Joanna była piękną panną młodą, promieniała szczęściem z daleka, Ryszard cały czas sie uśmiechał do wszystkich równie szczęśliwy - razem tworzyli naprawdę piękną parę.
Paulina tańczyła z Ryśkiem jakiś szybki kawałek, śmiała się serdecznie słuchając jak opowiadał jej o swoich przedślubnych przeżyciach. Nagle zupełnie niespodziewanie zakręciło się jej w głowie i pociemniało przed oczami, to był dosłownie moment.
- Rysiu muszę... - zdążyła jeszcze powiedzieć i nogi się pod nią ugięły, na szczęście Ryszard mocno trzymał ją za rękę w czasie tańca i nie upadła na ziemię, zdążył chwycić ją  w pasie.+Był przerażony i zaskoczony, wszystko zdążyło się tak szybko, natychmiast podbiegło do nich kilka osób i pomogli wynieść mu Paulinę na korytarz gdzie było dużo chłodniej niż w sali pełnej ludzi. Natychmiast zjawił się zaalarmowany przez Ryszarda Robert, Paulina leżała na sofie, sprawdził szybko jej puls i zaczął robić sztuczne oddychanie. Męczył się przez dłuższą chwilę zanim w końcu otworzyła oczy, była blada jak kreda, ale przytomna.

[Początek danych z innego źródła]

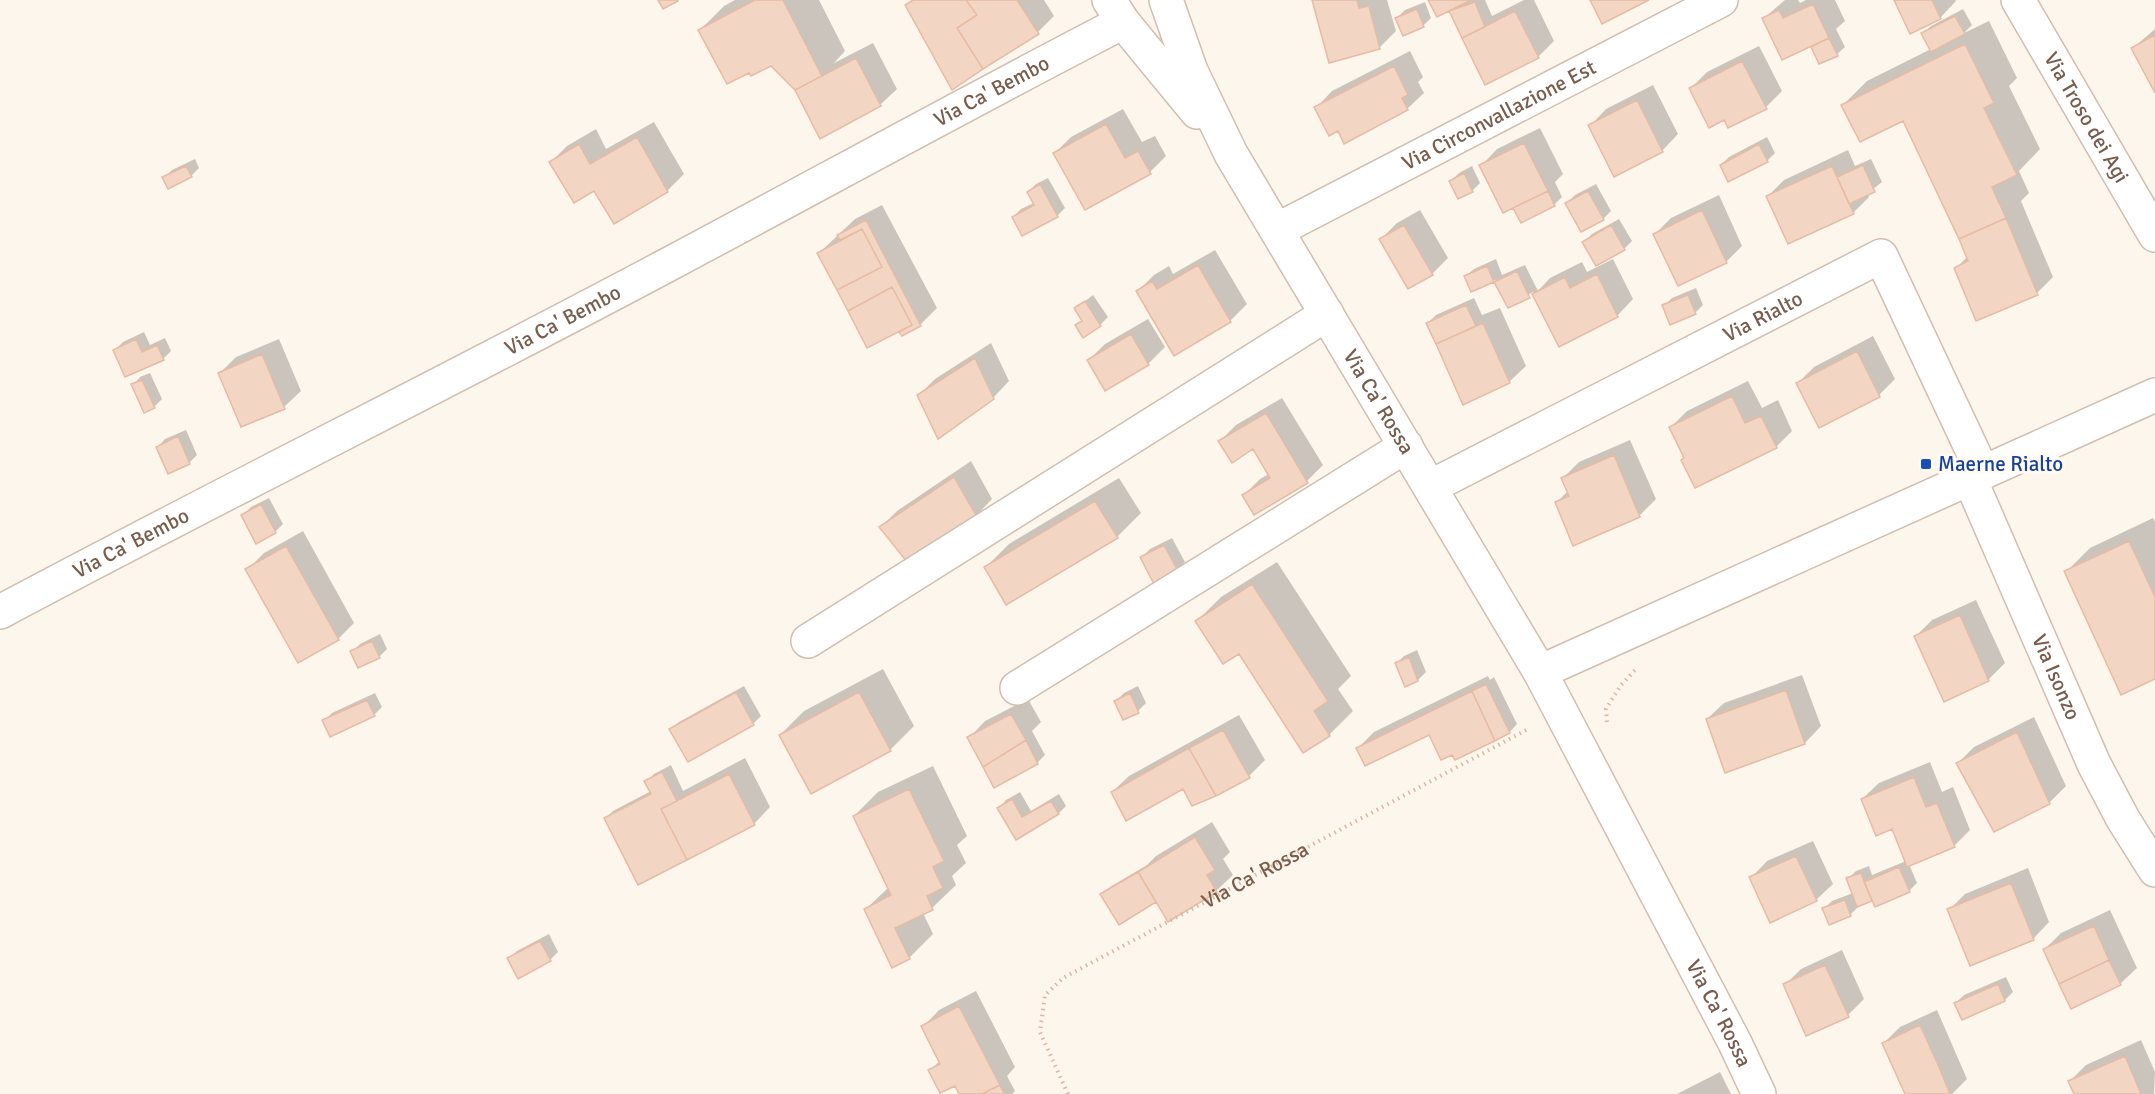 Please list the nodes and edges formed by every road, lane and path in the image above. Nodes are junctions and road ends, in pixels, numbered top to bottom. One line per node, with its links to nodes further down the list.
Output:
1 (1166, 0): 5 (street)
2 (1721, 0): 6 (street, Via Circonvallazione Est)
3 (2018, 0): 7 (street, Via Troso dei Agi)
4 (1116, 11): 5 (street, Via Ca' Bembo); 13 (street, Via Ca' Bembo)
5 (1231, 154): 6 (street, Via Ca' Rossa)
6 (1277, 230): 8 (street, Via Ca' Rossa)
7 (2155, 235)
8 (1327, 314): 10 (street, Via Ca' Rossa); 14 (street)
9 (2155, 395): 11 (street)
10 (1406, 446): 12 (street, Via Ca' Rossa); 17 (street)
11 (1977, 476): 12 (street, Via Rialto); 16 (street); 20 (street, Via Isonzo)
12 (1430, 487): 16 (street, Via Ca' Rossa)
13 (0, 612)
14 (808, 641)
15 (1639, 666): 19 (path)
16 (1540, 672): 18 (street, Via Ca' Rossa)
17 (1017, 688)
18 (1561, 711): 21 (path, Via Ca' Rossa); 22 (street, Via Ca' Rossa)
19 (1608, 729)
20 (2155, 870)
21 (1068, 1094)
22 (1759, 1094)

- Jak się czujesz? - zapytał przykładając jej do czoła zimny okład, który ktoś przyniósł z łazienki.
- Co się stało? - spytała słabym głosem nie udzielając mu odpowiedzi, nie mogła zrozumieć co się z nią dzieje.
- tańczyłaś z Rysiem i nagle zemdlałaś, wystraszyłaś nieźle wszystkich, czy coś cię boli, jesteś może chora? - to były standardowe pytania zadawane przez fachowca medycyny jakim Robert niewątpliwie był.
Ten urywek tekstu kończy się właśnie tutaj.